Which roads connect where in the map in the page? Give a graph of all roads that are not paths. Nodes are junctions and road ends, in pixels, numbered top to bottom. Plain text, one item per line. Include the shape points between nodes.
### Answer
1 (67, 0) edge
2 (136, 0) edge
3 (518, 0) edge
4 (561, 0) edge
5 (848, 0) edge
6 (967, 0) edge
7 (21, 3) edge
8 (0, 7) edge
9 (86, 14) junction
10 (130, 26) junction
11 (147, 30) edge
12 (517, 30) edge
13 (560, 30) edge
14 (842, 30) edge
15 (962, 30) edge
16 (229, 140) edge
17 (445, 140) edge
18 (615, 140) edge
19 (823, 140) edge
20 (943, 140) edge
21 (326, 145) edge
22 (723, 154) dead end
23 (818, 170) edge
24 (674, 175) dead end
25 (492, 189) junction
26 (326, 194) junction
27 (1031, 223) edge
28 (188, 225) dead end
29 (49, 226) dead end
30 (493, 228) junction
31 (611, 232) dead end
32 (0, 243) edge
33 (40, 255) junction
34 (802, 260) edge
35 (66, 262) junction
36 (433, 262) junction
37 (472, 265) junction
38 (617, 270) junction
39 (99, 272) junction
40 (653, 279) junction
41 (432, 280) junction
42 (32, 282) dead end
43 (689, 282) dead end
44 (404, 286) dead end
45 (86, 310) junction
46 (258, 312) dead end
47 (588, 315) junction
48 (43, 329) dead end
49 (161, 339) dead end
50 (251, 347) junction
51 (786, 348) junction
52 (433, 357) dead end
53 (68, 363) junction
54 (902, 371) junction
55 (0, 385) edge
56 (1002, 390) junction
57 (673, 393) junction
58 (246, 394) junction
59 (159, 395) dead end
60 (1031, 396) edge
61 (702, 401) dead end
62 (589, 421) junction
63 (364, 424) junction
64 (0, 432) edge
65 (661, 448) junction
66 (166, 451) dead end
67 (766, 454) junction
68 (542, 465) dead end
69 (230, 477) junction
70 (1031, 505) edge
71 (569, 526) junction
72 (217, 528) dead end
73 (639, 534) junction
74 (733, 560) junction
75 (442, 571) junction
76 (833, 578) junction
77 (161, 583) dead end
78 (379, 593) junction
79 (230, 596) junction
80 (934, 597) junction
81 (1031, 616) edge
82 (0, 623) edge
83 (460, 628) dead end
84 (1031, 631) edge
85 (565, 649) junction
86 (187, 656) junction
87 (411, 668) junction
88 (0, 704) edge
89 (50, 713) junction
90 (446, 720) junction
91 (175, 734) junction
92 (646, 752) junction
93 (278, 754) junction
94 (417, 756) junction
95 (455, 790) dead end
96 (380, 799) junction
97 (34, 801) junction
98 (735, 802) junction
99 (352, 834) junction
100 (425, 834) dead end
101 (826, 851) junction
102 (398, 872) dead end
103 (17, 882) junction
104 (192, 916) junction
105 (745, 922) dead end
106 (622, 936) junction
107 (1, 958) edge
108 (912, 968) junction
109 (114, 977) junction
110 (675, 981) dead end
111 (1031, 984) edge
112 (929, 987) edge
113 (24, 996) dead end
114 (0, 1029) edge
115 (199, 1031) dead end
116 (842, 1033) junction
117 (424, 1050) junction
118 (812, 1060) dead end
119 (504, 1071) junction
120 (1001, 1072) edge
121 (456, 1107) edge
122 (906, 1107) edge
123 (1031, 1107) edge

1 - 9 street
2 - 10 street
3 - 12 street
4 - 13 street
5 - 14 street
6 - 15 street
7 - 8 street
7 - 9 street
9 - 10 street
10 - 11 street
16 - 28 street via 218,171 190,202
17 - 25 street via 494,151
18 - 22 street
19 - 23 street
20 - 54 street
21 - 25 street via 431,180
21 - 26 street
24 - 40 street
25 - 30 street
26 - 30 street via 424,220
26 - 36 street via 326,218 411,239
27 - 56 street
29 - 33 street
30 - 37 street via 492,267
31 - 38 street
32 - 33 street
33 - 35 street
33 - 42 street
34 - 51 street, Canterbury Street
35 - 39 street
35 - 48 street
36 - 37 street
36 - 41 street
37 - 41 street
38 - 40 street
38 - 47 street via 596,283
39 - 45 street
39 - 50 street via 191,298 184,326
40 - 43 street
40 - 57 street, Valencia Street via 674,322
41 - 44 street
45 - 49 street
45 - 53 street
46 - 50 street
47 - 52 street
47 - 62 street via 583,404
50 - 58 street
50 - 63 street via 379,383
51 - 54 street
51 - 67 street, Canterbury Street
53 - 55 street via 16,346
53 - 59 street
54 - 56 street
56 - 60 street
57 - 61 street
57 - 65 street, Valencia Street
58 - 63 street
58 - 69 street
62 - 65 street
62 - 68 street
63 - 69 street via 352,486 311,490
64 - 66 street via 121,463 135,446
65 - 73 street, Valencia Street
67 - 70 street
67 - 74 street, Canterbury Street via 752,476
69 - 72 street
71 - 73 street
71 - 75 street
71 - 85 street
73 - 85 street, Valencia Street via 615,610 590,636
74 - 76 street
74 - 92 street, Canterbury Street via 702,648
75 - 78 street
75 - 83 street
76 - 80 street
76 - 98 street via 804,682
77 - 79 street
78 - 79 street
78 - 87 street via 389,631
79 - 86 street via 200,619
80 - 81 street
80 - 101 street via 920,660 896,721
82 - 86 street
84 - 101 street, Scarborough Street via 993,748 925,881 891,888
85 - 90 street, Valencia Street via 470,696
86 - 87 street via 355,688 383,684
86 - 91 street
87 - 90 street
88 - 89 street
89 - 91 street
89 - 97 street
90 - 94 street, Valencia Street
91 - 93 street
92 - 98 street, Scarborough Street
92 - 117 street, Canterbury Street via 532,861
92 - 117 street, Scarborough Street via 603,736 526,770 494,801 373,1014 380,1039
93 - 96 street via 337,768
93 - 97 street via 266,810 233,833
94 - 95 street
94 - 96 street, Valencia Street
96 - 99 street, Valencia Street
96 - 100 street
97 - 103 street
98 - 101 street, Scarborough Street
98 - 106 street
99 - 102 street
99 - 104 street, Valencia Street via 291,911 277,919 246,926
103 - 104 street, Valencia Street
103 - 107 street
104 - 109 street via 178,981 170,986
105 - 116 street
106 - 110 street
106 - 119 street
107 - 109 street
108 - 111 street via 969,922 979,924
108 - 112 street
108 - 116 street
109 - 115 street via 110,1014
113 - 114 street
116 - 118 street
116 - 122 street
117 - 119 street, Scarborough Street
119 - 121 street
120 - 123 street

(WORK ITEM) Give back each record above exactly as written.

(RESULT FOR THIS TASK)
Which roads connect where in the map in the page? Give a graph of all roads that are not paths. Nodes are junctions and road ends, in pixels, numbered top to bottom. Plain text, one item per line. Include the shape points between nodes.
### Answer
1 (67, 0) edge
2 (136, 0) edge
3 (518, 0) edge
4 (561, 0) edge
5 (848, 0) edge
6 (967, 0) edge
7 (21, 3) edge
8 (0, 7) edge
9 (86, 14) junction
10 (130, 26) junction
11 (147, 30) edge
12 (517, 30) edge
13 (560, 30) edge
14 (842, 30) edge
15 (962, 30) edge
16 (229, 140) edge
17 (445, 140) edge
18 (615, 140) edge
19 (823, 140) edge
20 (943, 140) edge
21 (326, 145) edge
22 (723, 154) dead end
23 (818, 170) edge
24 (674, 175) dead end
25 (492, 189) junction
26 (326, 194) junction
27 (1031, 223) edge
28 (188, 225) dead end
29 (49, 226) dead end
30 (493, 228) junction
31 (611, 232) dead end
32 (0, 243) edge
33 (40, 255) junction
34 (802, 260) edge
35 (66, 262) junction
36 (433, 262) junction
37 (472, 265) junction
38 (617, 270) junction
39 (99, 272) junction
40 (653, 279) junction
41 (432, 280) junction
42 (32, 282) dead end
43 (689, 282) dead end
44 (404, 286) dead end
45 (86, 310) junction
46 (258, 312) dead end
47 (588, 315) junction
48 (43, 329) dead end
49 (161, 339) dead end
50 (251, 347) junction
51 (786, 348) junction
52 (433, 357) dead end
53 (68, 363) junction
54 (902, 371) junction
55 (0, 385) edge
56 (1002, 390) junction
57 (673, 393) junction
58 (246, 394) junction
59 (159, 395) dead end
60 (1031, 396) edge
61 (702, 401) dead end
62 (589, 421) junction
63 (364, 424) junction
64 (0, 432) edge
65 (661, 448) junction
66 (166, 451) dead end
67 (766, 454) junction
68 (542, 465) dead end
69 (230, 477) junction
70 (1031, 505) edge
71 (569, 526) junction
72 (217, 528) dead end
73 (639, 534) junction
74 (733, 560) junction
75 (442, 571) junction
76 (833, 578) junction
77 (161, 583) dead end
78 (379, 593) junction
79 (230, 596) junction
80 (934, 597) junction
81 (1031, 616) edge
82 (0, 623) edge
83 (460, 628) dead end
84 (1031, 631) edge
85 (565, 649) junction
86 (187, 656) junction
87 (411, 668) junction
88 (0, 704) edge
89 (50, 713) junction
90 (446, 720) junction
91 (175, 734) junction
92 (646, 752) junction
93 (278, 754) junction
94 (417, 756) junction
95 (455, 790) dead end
96 (380, 799) junction
97 (34, 801) junction
98 (735, 802) junction
99 (352, 834) junction
100 (425, 834) dead end
101 (826, 851) junction
102 (398, 872) dead end
103 (17, 882) junction
104 (192, 916) junction
105 (745, 922) dead end
106 (622, 936) junction
107 (1, 958) edge
108 (912, 968) junction
109 (114, 977) junction
110 (675, 981) dead end
111 (1031, 984) edge
112 (929, 987) edge
113 (24, 996) dead end
114 (0, 1029) edge
115 (199, 1031) dead end
116 (842, 1033) junction
117 (424, 1050) junction
118 (812, 1060) dead end
119 (504, 1071) junction
120 (1001, 1072) edge
121 (456, 1107) edge
122 (906, 1107) edge
123 (1031, 1107) edge

1 - 9 street
2 - 10 street
3 - 12 street
4 - 13 street
5 - 14 street
6 - 15 street
7 - 8 street
7 - 9 street
9 - 10 street
10 - 11 street
16 - 28 street via 218,171 190,202
17 - 25 street via 494,151
18 - 22 street
19 - 23 street
20 - 54 street
21 - 25 street via 431,180
21 - 26 street
24 - 40 street
25 - 30 street
26 - 30 street via 424,220
26 - 36 street via 326,218 411,239
27 - 56 street
29 - 33 street
30 - 37 street via 492,267
31 - 38 street
32 - 33 street
33 - 35 street
33 - 42 street
34 - 51 street, Canterbury Street
35 - 39 street
35 - 48 street
36 - 37 street
36 - 41 street
37 - 41 street
38 - 40 street
38 - 47 street via 596,283
39 - 45 street
39 - 50 street via 191,298 184,326
40 - 43 street
40 - 57 street, Valencia Street via 674,322
41 - 44 street
45 - 49 street
45 - 53 street
46 - 50 street
47 - 52 street
47 - 62 street via 583,404
50 - 58 street
50 - 63 street via 379,383
51 - 54 street
51 - 67 street, Canterbury Street
53 - 55 street via 16,346
53 - 59 street
54 - 56 street
56 - 60 street
57 - 61 street
57 - 65 street, Valencia Street
58 - 63 street
58 - 69 street
62 - 65 street
62 - 68 street
63 - 69 street via 352,486 311,490
64 - 66 street via 121,463 135,446
65 - 73 street, Valencia Street
67 - 70 street
67 - 74 street, Canterbury Street via 752,476
69 - 72 street
71 - 73 street
71 - 75 street
71 - 85 street
73 - 85 street, Valencia Street via 615,610 590,636
74 - 76 street
74 - 92 street, Canterbury Street via 702,648
75 - 78 street
75 - 83 street
76 - 80 street
76 - 98 street via 804,682
77 - 79 street
78 - 79 street
78 - 87 street via 389,631
79 - 86 street via 200,619
80 - 81 street
80 - 101 street via 920,660 896,721
82 - 86 street
84 - 101 street, Scarborough Street via 993,748 925,881 891,888
85 - 90 street, Valencia Street via 470,696
86 - 87 street via 355,688 383,684
86 - 91 street
87 - 90 street
88 - 89 street
89 - 91 street
89 - 97 street
90 - 94 street, Valencia Street
91 - 93 street
92 - 98 street, Scarborough Street
92 - 117 street, Canterbury Street via 532,861
92 - 117 street, Scarborough Street via 603,736 526,770 494,801 373,1014 380,1039
93 - 96 street via 337,768
93 - 97 street via 266,810 233,833
94 - 95 street
94 - 96 street, Valencia Street
96 - 99 street, Valencia Street
96 - 100 street
97 - 103 street
98 - 101 street, Scarborough Street
98 - 106 street
99 - 102 street
99 - 104 street, Valencia Street via 291,911 277,919 246,926
103 - 104 street, Valencia Street
103 - 107 street
104 - 109 street via 178,981 170,986
105 - 116 street
106 - 110 street
106 - 119 street
107 - 109 street
108 - 111 street via 969,922 979,924
108 - 112 street
108 - 116 street
109 - 115 street via 110,1014
113 - 114 street
116 - 118 street
116 - 122 street
117 - 119 street, Scarborough Street
119 - 121 street
120 - 123 street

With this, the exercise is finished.